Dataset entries
-=-=-
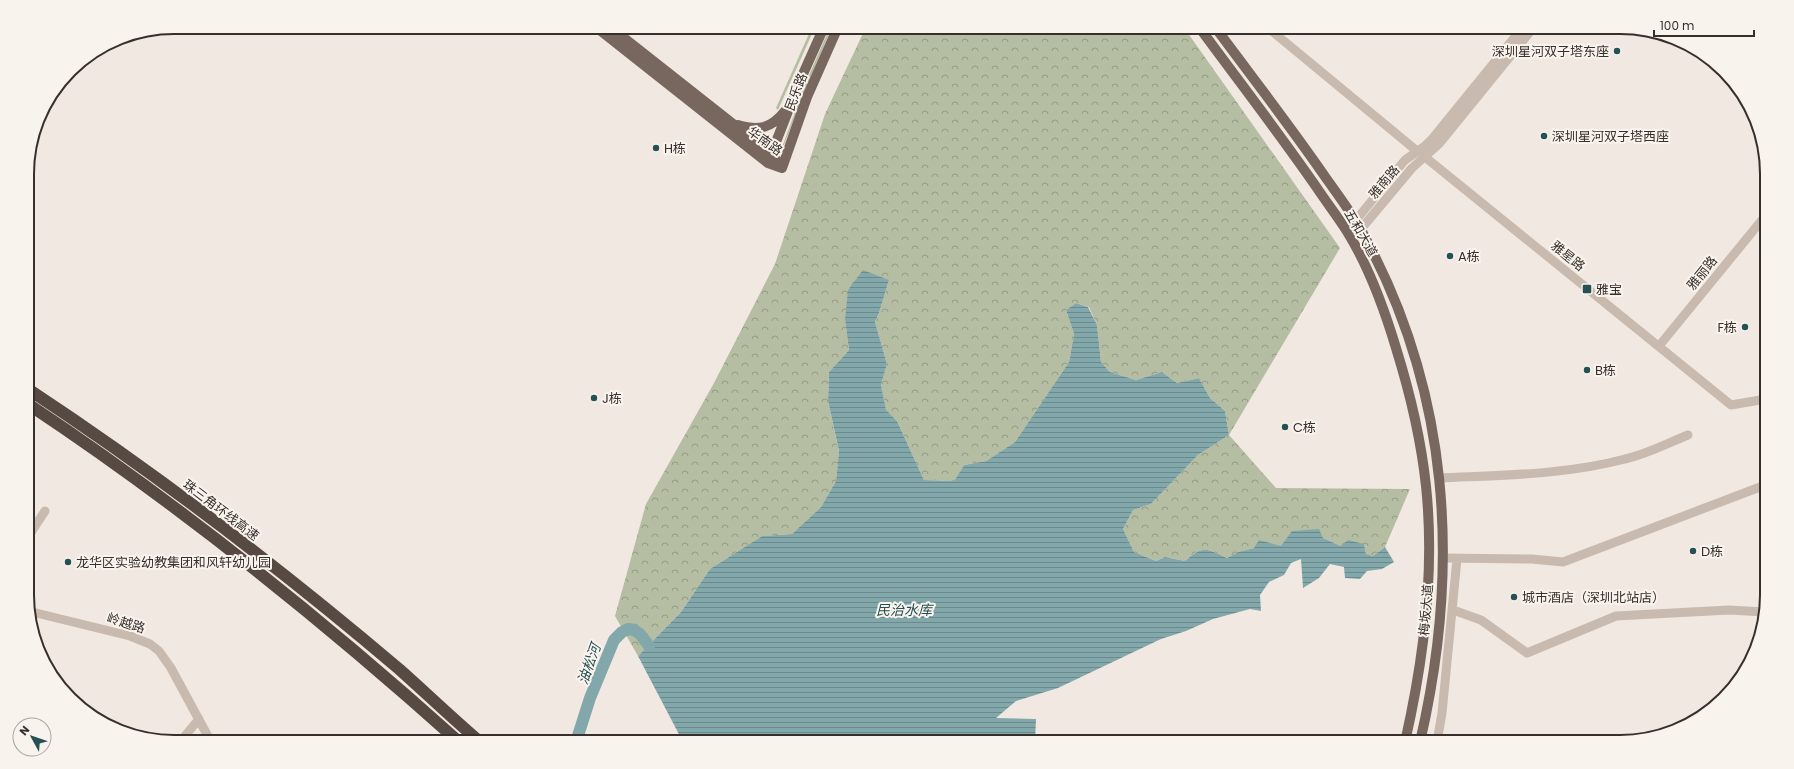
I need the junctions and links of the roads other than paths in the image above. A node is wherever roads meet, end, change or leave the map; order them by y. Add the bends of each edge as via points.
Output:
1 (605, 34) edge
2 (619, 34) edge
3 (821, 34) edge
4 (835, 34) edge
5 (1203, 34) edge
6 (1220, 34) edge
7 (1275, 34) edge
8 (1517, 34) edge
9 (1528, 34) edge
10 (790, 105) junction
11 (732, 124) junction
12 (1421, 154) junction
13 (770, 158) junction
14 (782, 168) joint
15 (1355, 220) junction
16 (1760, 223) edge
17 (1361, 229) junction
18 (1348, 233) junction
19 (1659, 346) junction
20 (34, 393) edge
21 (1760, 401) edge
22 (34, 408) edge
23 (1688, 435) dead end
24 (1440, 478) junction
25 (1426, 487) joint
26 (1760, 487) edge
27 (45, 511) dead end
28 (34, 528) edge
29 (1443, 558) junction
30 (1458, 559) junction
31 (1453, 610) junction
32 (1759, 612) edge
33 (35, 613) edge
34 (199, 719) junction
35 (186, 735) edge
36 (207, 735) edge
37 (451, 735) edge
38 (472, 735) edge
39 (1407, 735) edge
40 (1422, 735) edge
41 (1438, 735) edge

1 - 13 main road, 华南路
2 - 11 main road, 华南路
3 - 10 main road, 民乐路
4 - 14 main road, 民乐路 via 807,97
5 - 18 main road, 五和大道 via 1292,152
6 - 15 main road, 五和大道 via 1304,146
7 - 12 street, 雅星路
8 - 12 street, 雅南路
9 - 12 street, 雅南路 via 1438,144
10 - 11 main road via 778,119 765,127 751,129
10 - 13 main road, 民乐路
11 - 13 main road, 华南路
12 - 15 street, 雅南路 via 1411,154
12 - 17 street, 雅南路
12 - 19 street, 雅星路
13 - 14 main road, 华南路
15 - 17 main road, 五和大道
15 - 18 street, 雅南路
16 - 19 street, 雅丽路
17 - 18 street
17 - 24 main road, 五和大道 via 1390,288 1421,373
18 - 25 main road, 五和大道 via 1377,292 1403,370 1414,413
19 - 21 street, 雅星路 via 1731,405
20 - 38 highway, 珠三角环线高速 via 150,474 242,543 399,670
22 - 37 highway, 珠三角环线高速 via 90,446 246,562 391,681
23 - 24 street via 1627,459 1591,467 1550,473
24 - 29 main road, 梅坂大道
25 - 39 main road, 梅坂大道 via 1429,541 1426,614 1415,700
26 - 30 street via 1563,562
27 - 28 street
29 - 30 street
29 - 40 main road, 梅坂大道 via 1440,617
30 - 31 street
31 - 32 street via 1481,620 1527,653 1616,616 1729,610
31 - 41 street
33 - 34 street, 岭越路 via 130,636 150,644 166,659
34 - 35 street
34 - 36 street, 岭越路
-=-=-
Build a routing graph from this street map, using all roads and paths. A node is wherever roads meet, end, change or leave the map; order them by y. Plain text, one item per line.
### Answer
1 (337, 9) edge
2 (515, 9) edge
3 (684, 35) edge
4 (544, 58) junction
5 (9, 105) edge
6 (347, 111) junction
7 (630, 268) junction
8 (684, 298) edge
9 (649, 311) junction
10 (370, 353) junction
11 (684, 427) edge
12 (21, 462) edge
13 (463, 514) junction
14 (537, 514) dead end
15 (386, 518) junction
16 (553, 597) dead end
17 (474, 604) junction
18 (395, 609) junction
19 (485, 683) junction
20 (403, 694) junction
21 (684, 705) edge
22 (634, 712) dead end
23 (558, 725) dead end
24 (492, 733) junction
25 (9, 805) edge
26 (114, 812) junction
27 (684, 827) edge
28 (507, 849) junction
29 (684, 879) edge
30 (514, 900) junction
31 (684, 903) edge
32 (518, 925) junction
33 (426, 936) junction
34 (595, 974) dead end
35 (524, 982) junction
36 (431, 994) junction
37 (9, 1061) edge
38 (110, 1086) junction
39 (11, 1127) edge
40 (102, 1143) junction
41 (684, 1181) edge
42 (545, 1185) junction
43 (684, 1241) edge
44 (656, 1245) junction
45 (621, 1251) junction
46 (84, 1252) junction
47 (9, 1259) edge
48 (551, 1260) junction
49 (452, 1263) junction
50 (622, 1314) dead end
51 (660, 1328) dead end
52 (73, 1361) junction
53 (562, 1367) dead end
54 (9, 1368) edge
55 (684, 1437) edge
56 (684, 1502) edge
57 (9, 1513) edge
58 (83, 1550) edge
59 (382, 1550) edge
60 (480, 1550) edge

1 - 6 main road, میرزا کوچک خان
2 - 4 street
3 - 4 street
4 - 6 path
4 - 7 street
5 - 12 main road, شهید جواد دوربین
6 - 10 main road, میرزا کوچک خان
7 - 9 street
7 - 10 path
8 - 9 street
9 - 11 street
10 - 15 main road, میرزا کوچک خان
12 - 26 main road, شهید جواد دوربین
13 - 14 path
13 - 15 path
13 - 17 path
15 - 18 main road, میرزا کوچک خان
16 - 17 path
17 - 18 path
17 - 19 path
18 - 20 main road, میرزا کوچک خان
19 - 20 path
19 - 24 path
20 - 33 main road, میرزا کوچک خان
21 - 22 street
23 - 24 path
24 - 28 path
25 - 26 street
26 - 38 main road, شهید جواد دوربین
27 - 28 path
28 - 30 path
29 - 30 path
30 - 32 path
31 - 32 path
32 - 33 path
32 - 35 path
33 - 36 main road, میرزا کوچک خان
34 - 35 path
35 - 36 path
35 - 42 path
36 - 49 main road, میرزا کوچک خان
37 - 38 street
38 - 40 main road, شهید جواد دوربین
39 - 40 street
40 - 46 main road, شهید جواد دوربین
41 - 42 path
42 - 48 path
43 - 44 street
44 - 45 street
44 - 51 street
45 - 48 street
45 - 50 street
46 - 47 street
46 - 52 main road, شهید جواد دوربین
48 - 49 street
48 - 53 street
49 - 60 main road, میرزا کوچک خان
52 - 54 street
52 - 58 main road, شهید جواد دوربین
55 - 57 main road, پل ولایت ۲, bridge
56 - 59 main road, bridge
-=-=-
If a line of the entries above holds "جواد", count it, then report the total alone.

7